By Scott Kanosky
Investing.com – Shares in ASOS PLC (LON 🙂 fell sharply in early trade Monday after the British online fashion retailer confirmed over the weekend a report that it is in negotiations with its lenders over changing the terms of its £350m borrowing facility. . .
In a statement issued on Saturday, the UK-based company said that talks on adjusting its revolving credit facility, which mature in July 2024, are in their “final stages”.
“This measure will give ASOS significantly increased financial flexibility, against an uncertain economic backdrop,” she added. “ASOS maintains a strong liquidity position and this is a wise move in the current environment.”
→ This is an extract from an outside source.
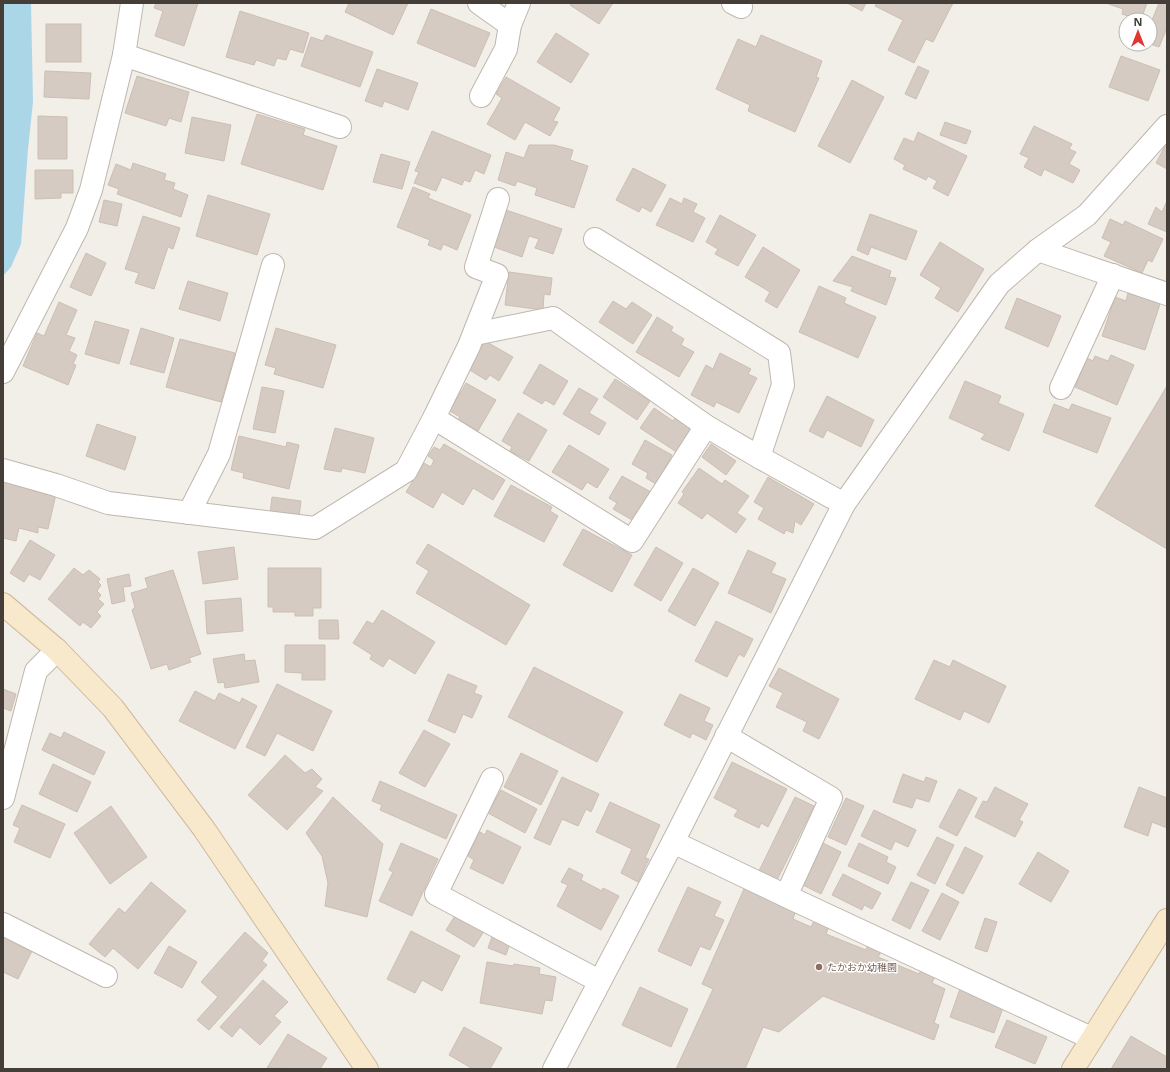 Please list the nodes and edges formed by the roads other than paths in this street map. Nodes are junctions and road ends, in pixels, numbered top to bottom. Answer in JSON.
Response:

The comments came after Sky News first reported that ASOS had contacted the banks. Lenders, including Barclays (LON :), HSBC (LON :), and Lloyds Banking Group (LON :), have also appointed advisers in connection with the situation, according to Sky News, in a move that could lead to a potential financial restructuring at ASOS.
ASOS, which has seen a surge in demand during the pandemic, has struggled after Covid-era restrictions were lifted.
Last month, the company warned that its full-year pre-tax earnings would be close to the bottom of its targeted range of £20m – £60m after August sales missed estimates. Pressures from rising inflation have also been blamed for driving consumers to back away from spending.
ASOS is due to report its annual dividend on Wednesday.
Shares are down about 78% over the past year period.